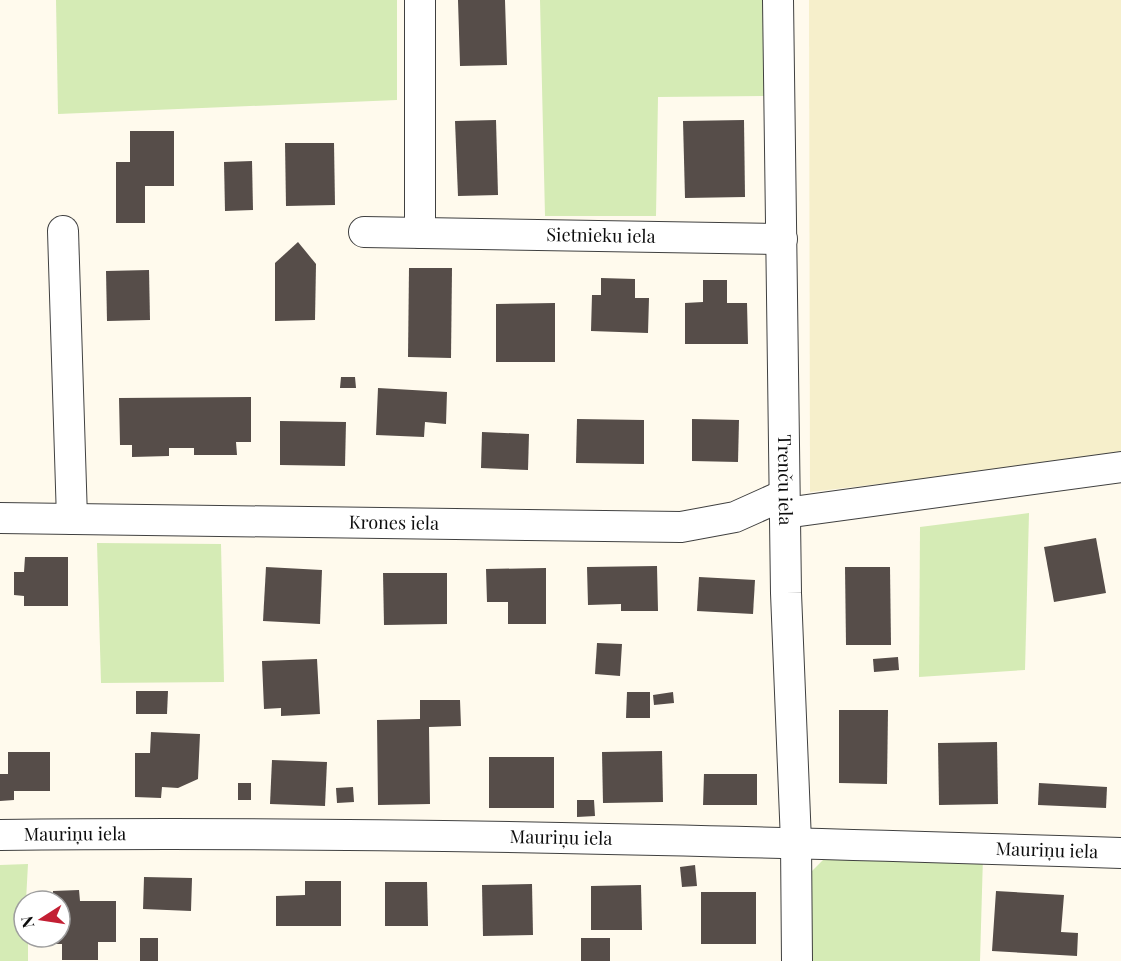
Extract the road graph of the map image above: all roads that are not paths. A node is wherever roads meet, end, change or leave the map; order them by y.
1 (420, 0) edge
2 (778, 0) edge
3 (63, 231) dead end
4 (364, 232) dead end
5 (420, 233) junction
6 (782, 239) junction
7 (1121, 467) edge
8 (785, 504) junction
9 (0, 518) edge
10 (72, 519) junction
11 (0, 835) edge
12 (796, 842) junction
13 (1121, 853) edge
14 (797, 961) edge

1 - 5 street
2 - 6 street, Trenču iela
3 - 10 street
4 - 5 street, Sietnieku iela
5 - 6 street, Sietnieku iela
6 - 8 street, Trenču iela
7 - 8 street, Krones iela
8 - 10 street, Krones iela
8 - 12 street, Trenču iela
9 - 10 street, Krones iela
11 - 12 street, Mauriņu iela
12 - 13 street, Mauriņu iela
12 - 14 street, Trenču iela

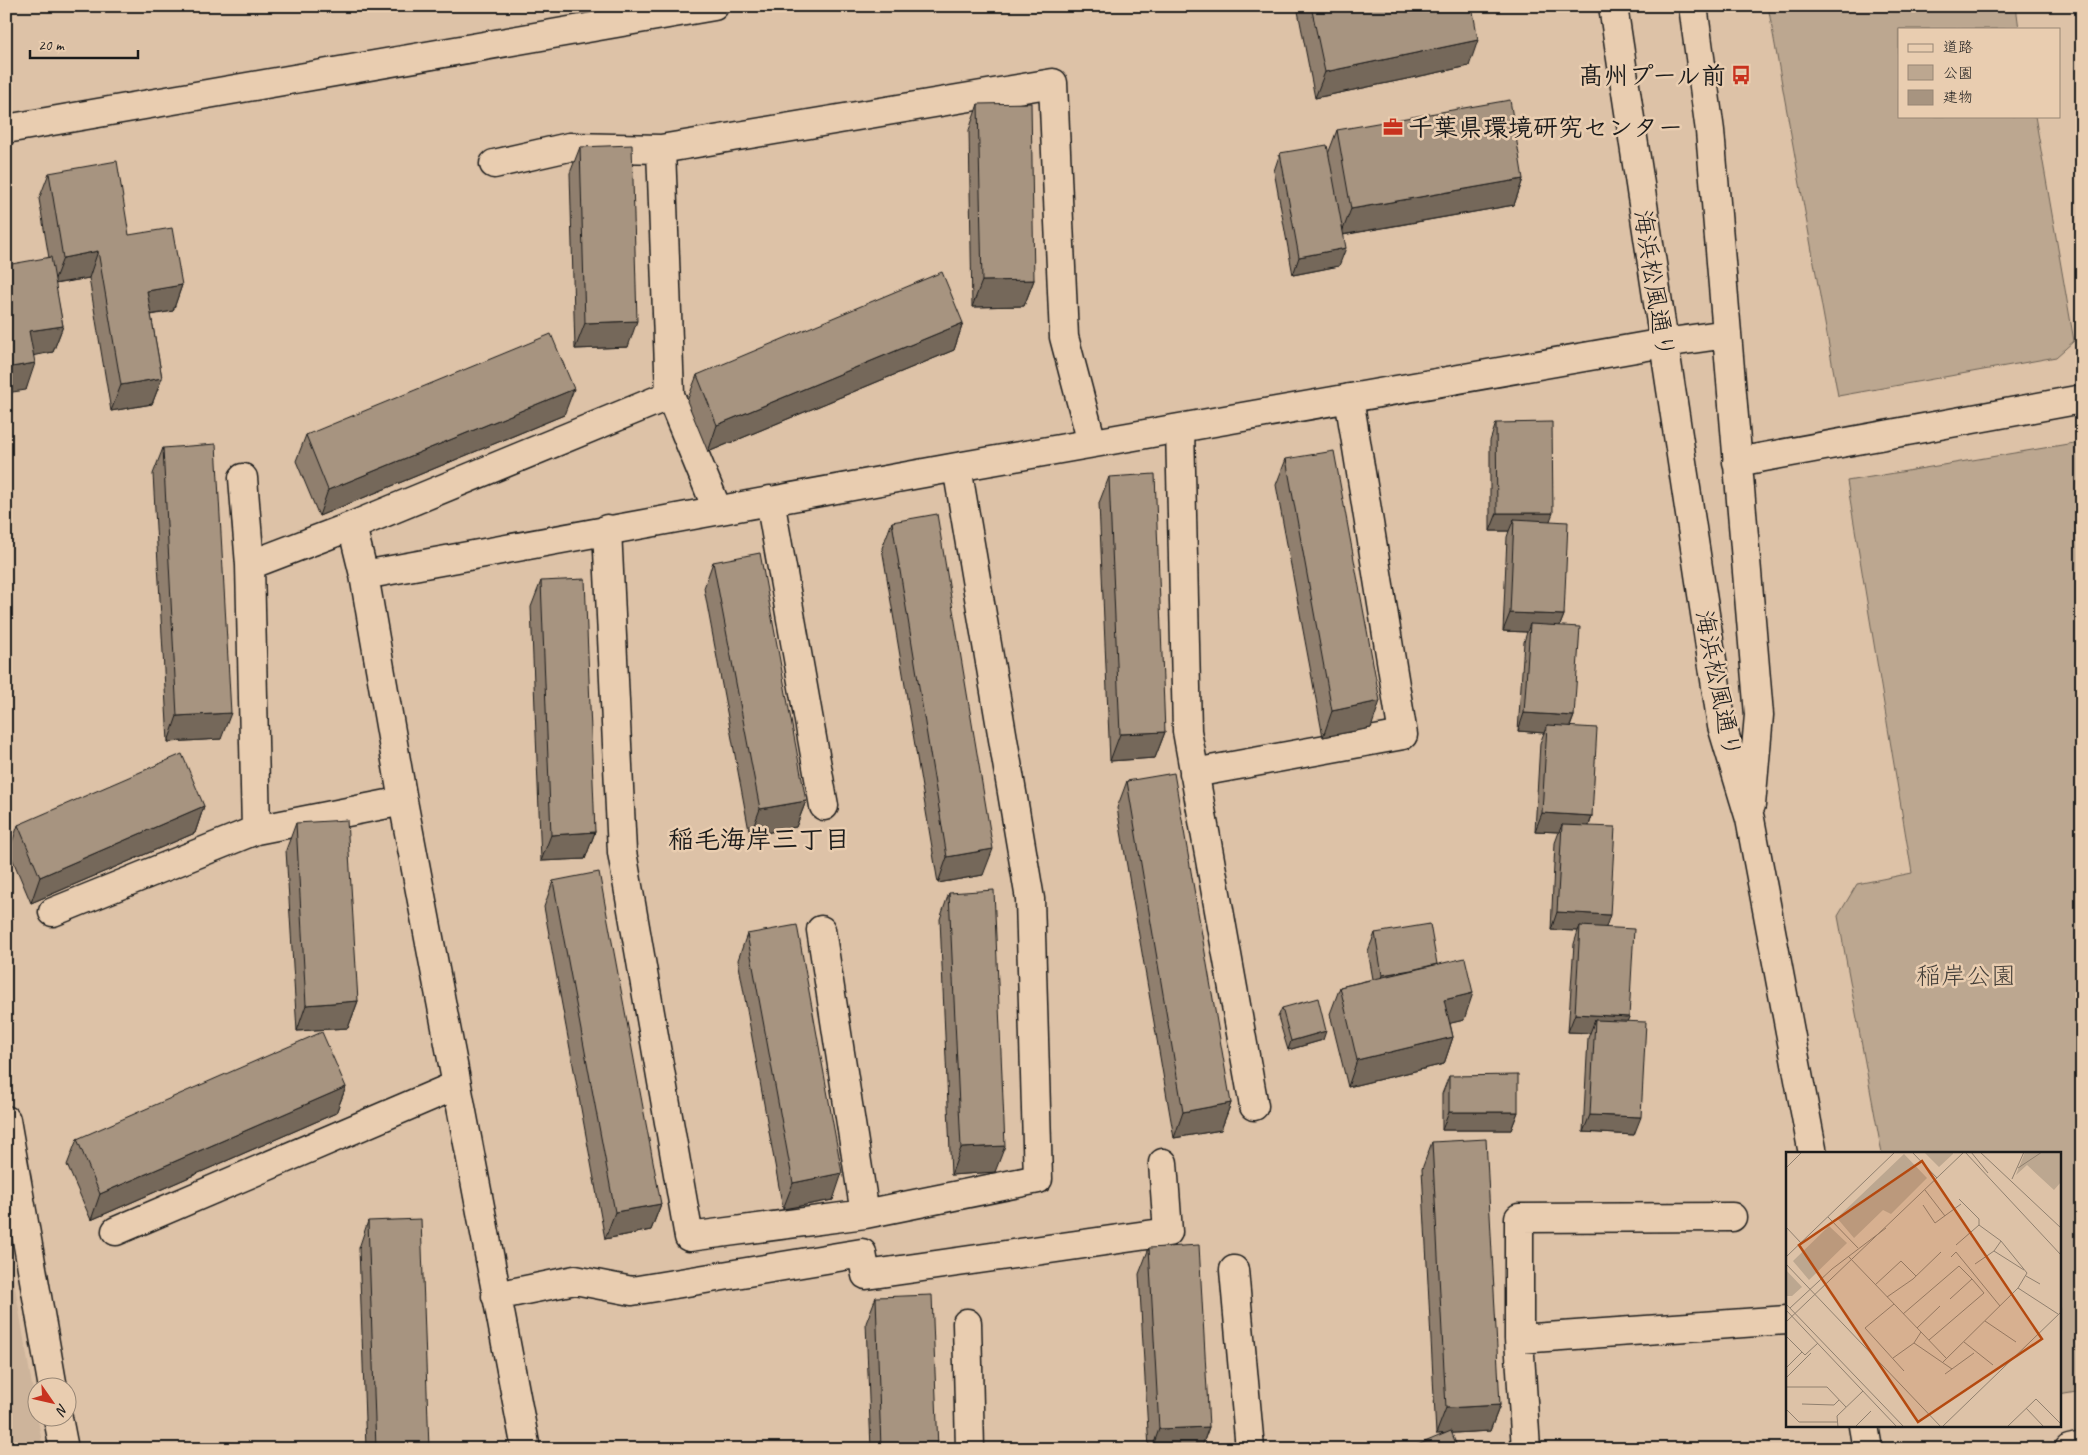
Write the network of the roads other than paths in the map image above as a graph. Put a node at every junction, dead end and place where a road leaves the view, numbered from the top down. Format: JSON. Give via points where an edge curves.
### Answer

---*---

**EXERCISE AIM**
All entries must be written out again exactly as given, with no pictures in the copy.

**SOLUTION FOR THIS EXERCISE**
Extract the road graph of the map image above: all roads that are not paths. A node is wherever roads meet, end, change or leave the map; order them by y.
1 (420, 0) edge
2 (778, 0) edge
3 (63, 231) dead end
4 (364, 232) dead end
5 (420, 233) junction
6 (782, 239) junction
7 (1121, 467) edge
8 (785, 504) junction
9 (0, 518) edge
10 (72, 519) junction
11 (0, 835) edge
12 (796, 842) junction
13 (1121, 853) edge
14 (797, 961) edge

1 - 5 street
2 - 6 street, Trenču iela
3 - 10 street
4 - 5 street, Sietnieku iela
5 - 6 street, Sietnieku iela
6 - 8 street, Trenču iela
7 - 8 street, Krones iela
8 - 10 street, Krones iela
8 - 12 street, Trenču iela
9 - 10 street, Krones iela
11 - 12 street, Mauriņu iela
12 - 13 street, Mauriņu iela
12 - 14 street, Trenču iela

Write the network of the roads other than paths in the map image above as a graph. Put a node at every junction, dead end and place where a road leaves the view, numbered from the top down. Format: JSON. Give via points where an edge curves.
### Answer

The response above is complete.